# ABOUT THIS TASK
All that should come back is the lines of the data below from the one containing "ring dip: (571, 381)" to the one containing "pinky tip: (564, 394)", inclusive, exactly as they stand.

# DATA SUPPLIED
┄┄┄┄┄┄┄┄┄┄

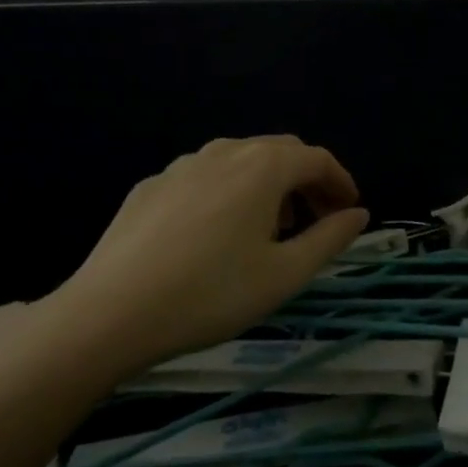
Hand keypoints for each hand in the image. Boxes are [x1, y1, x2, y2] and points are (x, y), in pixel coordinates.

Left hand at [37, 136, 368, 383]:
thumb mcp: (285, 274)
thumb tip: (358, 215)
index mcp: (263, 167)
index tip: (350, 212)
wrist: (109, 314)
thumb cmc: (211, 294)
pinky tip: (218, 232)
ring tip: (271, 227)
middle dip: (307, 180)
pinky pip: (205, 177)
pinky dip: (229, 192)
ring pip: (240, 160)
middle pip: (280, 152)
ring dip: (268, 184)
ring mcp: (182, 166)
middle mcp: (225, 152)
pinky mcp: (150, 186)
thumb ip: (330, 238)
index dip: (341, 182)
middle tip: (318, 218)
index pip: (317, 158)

┄┄┄┄┄┄┄┄┄┄

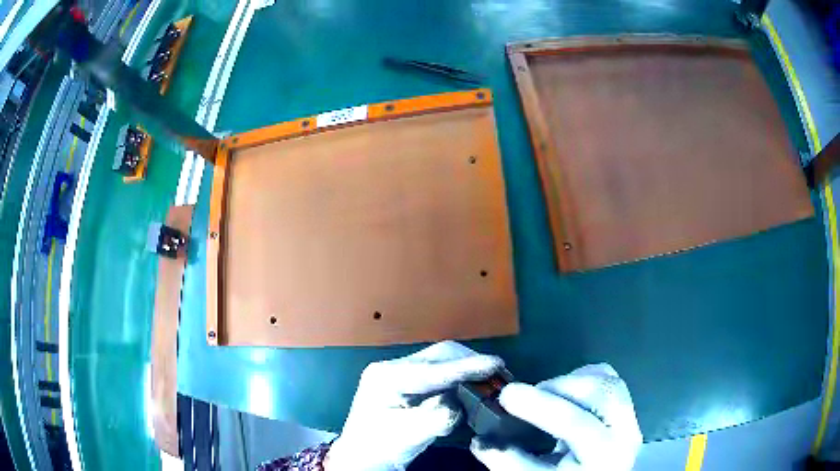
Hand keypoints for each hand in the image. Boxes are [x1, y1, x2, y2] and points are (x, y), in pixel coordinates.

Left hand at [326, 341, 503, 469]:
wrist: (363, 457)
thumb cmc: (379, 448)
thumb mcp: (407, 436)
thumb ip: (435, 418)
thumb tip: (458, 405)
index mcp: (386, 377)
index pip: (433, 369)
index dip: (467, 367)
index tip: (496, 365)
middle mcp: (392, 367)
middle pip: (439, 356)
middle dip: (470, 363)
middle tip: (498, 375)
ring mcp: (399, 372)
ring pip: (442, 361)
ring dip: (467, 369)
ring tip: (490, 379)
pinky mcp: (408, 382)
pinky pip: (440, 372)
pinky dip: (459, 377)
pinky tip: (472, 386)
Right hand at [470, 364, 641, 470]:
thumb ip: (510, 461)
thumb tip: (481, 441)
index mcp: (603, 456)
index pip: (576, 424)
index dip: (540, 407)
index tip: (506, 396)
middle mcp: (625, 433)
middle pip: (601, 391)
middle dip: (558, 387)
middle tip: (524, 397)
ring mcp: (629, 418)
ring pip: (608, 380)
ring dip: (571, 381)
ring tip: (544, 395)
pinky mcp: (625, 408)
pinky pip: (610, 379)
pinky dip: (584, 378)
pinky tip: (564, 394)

┄┄┄┄┄┄┄┄┄┄

# OUTPUT FOR THIS TASK
ring dip: (571, 381)
ring tip: (544, 395)
pinky mcp: (625, 408)
pinky pip: (610, 379)
pinky dip: (584, 378)
pinky tip: (564, 394)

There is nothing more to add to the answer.